Challenges of compliance
The phrase “nonquantitative treatment limitations” is a mouthful, but it comes up in almost any discussion about behavioral health coverage. Quantitative treatment limits are in the parity law’s wheelhouse and cover copayments, deductibles, and caps on provider visits or inpatient days. Nonquantitative treatment limitations, or NQTLs, include prior authorizations, concurrent review, formulary design, network adequacy, and fee levels.
Before federal parity law was passed, quantitative treatment limits on behavioral health coverage were rampant in employer-sponsored plans, but “virtually all plans dropped such limits” afterward, according to a 2017 Psychiatric Services study. But the authors also said that NQTLs have to be fixed to improve access to behavioral health care.

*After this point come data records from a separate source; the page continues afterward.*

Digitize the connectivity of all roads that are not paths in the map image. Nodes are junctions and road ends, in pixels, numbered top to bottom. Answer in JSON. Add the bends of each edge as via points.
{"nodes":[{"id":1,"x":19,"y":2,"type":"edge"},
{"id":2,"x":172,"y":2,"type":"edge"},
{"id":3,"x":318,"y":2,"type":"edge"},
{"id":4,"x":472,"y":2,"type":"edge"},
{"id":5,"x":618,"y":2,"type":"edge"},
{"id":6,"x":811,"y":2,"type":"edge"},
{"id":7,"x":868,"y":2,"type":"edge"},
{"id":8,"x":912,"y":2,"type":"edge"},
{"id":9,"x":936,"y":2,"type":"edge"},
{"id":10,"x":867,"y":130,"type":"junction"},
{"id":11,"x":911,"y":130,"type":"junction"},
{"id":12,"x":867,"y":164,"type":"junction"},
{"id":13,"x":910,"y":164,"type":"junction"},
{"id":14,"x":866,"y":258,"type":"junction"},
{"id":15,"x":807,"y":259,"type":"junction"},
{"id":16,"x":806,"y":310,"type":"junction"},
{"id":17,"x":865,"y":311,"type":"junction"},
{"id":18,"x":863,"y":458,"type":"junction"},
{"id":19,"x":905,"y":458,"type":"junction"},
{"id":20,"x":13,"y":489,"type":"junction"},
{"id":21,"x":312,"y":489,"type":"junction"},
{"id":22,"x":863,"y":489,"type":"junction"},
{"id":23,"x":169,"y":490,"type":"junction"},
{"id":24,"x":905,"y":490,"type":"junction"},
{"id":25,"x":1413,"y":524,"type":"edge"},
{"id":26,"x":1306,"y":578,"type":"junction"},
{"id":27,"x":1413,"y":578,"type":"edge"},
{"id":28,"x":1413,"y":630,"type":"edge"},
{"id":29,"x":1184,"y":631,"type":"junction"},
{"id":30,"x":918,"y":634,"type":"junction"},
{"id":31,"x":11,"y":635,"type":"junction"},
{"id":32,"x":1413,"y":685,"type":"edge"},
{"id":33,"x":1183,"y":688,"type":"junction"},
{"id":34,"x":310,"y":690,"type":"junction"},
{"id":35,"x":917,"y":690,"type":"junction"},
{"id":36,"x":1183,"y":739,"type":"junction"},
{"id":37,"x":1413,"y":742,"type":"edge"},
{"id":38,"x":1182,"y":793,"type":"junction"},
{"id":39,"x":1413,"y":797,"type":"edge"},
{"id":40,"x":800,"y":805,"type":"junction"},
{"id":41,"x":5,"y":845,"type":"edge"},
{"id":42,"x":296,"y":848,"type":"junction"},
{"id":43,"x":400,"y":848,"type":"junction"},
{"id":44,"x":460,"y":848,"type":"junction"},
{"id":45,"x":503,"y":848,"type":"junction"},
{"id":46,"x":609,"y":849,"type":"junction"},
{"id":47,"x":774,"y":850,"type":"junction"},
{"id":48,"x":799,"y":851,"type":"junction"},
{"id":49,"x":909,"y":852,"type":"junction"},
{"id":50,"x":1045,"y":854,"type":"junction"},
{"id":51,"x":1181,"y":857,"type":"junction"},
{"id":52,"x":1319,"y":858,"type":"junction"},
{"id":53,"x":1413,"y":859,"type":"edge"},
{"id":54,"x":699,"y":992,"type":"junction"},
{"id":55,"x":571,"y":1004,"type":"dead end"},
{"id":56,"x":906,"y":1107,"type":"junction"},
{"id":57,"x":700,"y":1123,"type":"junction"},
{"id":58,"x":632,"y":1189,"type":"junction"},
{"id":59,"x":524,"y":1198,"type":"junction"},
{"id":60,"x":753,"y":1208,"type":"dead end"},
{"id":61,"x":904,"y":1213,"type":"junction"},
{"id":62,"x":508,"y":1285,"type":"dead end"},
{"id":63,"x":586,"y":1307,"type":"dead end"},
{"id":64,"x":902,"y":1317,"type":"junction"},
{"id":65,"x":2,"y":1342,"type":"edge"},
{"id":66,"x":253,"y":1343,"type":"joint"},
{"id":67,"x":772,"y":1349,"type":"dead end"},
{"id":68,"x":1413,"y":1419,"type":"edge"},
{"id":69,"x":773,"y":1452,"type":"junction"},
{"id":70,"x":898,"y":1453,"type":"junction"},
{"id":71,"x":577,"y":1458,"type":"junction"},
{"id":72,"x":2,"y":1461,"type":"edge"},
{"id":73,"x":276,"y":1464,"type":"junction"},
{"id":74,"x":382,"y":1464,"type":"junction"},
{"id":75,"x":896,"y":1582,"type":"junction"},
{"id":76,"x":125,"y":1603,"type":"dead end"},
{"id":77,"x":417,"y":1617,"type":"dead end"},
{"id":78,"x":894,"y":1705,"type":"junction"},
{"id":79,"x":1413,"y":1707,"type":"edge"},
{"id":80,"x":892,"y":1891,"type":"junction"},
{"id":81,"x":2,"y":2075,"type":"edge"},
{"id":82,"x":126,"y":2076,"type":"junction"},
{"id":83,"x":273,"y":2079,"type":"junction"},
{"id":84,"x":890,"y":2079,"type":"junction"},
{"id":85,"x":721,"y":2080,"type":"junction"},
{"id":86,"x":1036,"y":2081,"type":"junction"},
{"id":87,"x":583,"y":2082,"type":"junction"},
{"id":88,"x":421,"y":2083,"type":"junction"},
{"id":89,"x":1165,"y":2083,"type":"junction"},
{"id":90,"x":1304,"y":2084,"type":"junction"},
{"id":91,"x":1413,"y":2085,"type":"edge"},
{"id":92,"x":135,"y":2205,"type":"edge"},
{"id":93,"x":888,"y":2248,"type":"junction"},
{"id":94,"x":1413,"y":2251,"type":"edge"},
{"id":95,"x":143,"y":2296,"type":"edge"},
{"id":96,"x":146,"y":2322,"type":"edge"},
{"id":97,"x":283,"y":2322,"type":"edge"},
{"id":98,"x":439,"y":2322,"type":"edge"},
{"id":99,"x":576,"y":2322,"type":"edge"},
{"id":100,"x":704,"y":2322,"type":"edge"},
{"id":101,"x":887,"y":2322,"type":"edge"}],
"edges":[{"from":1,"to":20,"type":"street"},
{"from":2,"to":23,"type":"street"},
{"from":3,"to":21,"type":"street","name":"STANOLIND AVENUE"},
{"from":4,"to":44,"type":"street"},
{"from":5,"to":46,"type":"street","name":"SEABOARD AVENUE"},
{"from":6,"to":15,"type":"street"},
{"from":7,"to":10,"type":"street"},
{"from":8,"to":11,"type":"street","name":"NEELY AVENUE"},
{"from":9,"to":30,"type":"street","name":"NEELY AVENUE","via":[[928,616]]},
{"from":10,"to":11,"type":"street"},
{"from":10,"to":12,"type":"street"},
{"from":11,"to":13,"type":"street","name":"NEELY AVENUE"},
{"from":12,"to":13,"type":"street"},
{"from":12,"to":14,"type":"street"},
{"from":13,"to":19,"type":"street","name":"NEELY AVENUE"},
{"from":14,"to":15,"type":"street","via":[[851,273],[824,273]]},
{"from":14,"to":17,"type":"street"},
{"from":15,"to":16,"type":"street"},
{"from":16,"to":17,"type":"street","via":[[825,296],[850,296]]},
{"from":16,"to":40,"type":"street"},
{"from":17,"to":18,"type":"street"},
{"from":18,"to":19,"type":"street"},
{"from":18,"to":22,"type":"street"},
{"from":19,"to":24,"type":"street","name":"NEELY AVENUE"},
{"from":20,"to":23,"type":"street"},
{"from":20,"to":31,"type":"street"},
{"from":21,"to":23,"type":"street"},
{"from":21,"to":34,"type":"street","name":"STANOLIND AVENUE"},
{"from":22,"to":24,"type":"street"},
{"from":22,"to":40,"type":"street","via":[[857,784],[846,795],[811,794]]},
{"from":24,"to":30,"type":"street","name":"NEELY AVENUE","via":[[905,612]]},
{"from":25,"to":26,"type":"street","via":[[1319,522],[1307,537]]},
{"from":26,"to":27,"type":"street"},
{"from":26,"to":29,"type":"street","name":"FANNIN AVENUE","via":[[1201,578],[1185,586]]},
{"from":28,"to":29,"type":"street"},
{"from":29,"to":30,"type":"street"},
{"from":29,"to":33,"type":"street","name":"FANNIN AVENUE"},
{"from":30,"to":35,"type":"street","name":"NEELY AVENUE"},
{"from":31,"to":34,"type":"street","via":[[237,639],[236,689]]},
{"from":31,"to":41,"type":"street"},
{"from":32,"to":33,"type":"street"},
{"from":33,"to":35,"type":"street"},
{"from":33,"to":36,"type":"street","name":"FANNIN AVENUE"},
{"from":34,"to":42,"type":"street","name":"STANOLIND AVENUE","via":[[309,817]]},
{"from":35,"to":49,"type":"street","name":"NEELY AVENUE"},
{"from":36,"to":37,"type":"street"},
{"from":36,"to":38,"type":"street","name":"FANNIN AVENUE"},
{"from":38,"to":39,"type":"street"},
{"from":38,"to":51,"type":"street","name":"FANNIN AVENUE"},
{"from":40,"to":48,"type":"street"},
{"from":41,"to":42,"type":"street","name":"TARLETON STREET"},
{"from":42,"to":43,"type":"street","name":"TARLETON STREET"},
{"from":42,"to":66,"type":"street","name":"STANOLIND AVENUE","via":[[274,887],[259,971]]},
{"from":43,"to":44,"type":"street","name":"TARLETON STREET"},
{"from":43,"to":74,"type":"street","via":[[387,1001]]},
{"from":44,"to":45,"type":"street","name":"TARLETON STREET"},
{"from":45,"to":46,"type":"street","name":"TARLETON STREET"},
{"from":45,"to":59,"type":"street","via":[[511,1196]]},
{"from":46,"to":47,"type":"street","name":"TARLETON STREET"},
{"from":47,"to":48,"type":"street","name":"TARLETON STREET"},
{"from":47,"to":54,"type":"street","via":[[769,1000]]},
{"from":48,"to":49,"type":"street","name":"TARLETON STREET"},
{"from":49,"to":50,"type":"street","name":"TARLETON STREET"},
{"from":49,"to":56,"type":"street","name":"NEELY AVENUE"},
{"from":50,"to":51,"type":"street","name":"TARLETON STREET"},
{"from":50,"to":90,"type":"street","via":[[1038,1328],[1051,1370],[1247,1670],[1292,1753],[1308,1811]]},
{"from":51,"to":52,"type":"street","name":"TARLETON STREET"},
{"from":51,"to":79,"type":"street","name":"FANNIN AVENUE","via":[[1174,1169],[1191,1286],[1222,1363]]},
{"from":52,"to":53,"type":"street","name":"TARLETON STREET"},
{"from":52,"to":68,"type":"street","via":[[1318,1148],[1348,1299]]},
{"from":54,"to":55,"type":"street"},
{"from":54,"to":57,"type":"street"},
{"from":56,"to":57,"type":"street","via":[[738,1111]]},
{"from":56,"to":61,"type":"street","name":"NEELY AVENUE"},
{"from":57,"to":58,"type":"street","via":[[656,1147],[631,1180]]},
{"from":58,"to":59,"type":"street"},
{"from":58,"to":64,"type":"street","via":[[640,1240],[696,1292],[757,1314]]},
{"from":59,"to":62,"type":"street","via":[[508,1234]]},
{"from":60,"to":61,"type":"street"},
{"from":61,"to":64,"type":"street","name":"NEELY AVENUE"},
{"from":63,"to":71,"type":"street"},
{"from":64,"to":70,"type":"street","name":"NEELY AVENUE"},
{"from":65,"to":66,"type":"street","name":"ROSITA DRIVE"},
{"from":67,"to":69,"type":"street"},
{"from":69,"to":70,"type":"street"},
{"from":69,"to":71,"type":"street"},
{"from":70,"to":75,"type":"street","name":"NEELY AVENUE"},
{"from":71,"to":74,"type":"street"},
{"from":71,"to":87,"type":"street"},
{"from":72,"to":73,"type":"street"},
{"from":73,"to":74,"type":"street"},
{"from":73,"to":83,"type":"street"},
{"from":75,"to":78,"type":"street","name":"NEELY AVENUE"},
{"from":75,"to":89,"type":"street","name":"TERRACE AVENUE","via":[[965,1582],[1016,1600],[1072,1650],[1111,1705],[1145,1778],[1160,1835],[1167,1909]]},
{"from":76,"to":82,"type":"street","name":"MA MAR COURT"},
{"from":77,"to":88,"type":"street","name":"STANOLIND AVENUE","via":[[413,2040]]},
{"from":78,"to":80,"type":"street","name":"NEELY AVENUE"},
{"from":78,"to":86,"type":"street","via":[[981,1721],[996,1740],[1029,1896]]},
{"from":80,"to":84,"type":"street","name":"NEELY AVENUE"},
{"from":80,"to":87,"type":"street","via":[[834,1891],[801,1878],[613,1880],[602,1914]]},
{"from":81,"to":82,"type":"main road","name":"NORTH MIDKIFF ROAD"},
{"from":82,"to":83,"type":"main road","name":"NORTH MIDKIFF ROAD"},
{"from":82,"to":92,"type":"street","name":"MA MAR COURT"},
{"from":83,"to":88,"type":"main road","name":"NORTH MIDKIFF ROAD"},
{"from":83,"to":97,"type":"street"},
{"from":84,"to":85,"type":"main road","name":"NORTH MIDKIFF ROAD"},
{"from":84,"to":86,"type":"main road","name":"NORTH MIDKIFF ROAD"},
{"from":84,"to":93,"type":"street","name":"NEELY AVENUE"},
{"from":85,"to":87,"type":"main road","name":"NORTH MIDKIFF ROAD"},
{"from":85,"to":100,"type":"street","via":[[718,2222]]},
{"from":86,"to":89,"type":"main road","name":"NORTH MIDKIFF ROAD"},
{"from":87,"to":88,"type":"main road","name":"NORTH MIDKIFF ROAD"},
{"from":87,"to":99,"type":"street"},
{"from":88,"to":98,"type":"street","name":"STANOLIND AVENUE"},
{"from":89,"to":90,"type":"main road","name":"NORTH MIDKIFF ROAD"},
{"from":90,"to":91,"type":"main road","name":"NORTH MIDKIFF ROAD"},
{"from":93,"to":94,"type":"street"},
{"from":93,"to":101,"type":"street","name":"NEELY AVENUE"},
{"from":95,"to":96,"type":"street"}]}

Frank, the former Obama administration official, agrees: “If you look at the large-group market, which has the longest history as far as parity goes, you see that plans have done a pretty darn good job at doing things like aligning copayments and coinsurance and limits and deductibles with the regulations,” Frank says.
But NQTLs are a different story, particularly in the individual and small-group markets. “There are a couple reasons for that,” he says. “One, it’s just hard; and the second is there remain incentives to try to avoid folks with mental and addictive illnesses. So plans naturally try to find the limits of the regulations.”
In a letter last year to then-HHS Secretary Tom Price, AHIP executive vice president for clinical affairs Richard Bankowitz, MD, listed the challenges insurers have when it comes to complying with the parity law. He cited needs for flexibility in sharing substance use information among providers and plans to support care coordination, for developing a more robust quality measurement infrastructure, for providing validated accreditation standards, and for flexibility in the implementation of medical management programs.
In a 2017 MCG Health report on behavioral health parity, Monique Yohanan, MD, stated that plans have had a difficult time understanding NQTLs. For one, medical diagnoses are based on objective, evidence-based parameters. A diagnosis of diabetes, for example, is based on a blood test. For mental health and substance abuse disorders, those types of laboratory tests don’t exist. Yohanan notes in the report that defining what exactly “parity” and “equity” mean pose an additional obstacle to compliance. And providing equivalent care to people with serious mental illness can be difficult because they’re far more likely to have socioeconomic issues—discrimination, poverty, and alienation from support systems—than the average medical-surgical patient.
Like Frank says, “it’s just hard.”
Now that the federal parity law has been on the books for about eight years, NAMI and other groups are pushing for tougher enforcement. Every state has laws that address coverage for mental health or substance abuse, or both, but not all mandate parity. NAMI has called on federal and state governments to conduct compliance audits of health plans, and for plans to increase reimbursement rates for mental health providers and encourage wider use of telemedicine for behavioral health. NAMI has also suggested that advanced practice nurses and others with appropriate training be allowed to prescribe mental health medications (see related story on page 20).
Coverage of mental health and substance abuse treatment has come a long way since the passage of MHPAEA. Still, implementation of parity is incomplete. Congress probably won’t do much to remedy the situation, but it doesn’t seem inclined to trash the idea of parity.